TASK TO COMPLETE
Set down a precise copy of the whole listing.

EXERCISE DATA
<<<<
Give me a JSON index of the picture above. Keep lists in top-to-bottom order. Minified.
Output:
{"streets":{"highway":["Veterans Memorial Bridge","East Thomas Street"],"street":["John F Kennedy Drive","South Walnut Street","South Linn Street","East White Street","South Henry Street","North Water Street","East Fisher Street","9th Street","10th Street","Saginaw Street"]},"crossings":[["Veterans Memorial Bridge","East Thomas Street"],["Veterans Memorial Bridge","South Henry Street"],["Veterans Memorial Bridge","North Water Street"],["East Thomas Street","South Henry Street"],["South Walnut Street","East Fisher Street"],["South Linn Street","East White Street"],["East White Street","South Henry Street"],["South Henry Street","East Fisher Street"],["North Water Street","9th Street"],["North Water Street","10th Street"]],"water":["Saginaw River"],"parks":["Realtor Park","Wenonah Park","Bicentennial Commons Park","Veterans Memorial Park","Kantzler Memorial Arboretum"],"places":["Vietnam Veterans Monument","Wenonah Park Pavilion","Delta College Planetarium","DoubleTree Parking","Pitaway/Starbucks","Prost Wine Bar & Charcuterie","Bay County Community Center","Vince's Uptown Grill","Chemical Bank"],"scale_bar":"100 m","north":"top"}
>>>>
RESULT OF THIS EXERCISE
Give me a JSON index of the picture above. Keep lists in top-to-bottom order. Minified.
Output:
{"streets":{"highway":["Veterans Memorial Bridge","East Thomas Street"],"street":["John F Kennedy Drive","South Walnut Street","South Linn Street","East White Street","South Henry Street","North Water Street","East Fisher Street","9th Street","10th Street","Saginaw Street"]},"crossings":[["Veterans Memorial Bridge","East Thomas Street"],["Veterans Memorial Bridge","South Henry Street"],["Veterans Memorial Bridge","North Water Street"],["East Thomas Street","South Henry Street"],["South Walnut Street","East Fisher Street"],["South Linn Street","East White Street"],["East White Street","South Henry Street"],["South Henry Street","East Fisher Street"],["North Water Street","9th Street"],["North Water Street","10th Street"]],"water":["Saginaw River"],"parks":["Realtor Park","Wenonah Park","Bicentennial Commons Park","Veterans Memorial Park","Kantzler Memorial Arboretum"],"places":["Vietnam Veterans Monument","Wenonah Park Pavilion","Delta College Planetarium","DoubleTree Parking","Pitaway/Starbucks","Prost Wine Bar & Charcuterie","Bay County Community Center","Vince's Uptown Grill","Chemical Bank"],"scale_bar":"100 m","north":"top"}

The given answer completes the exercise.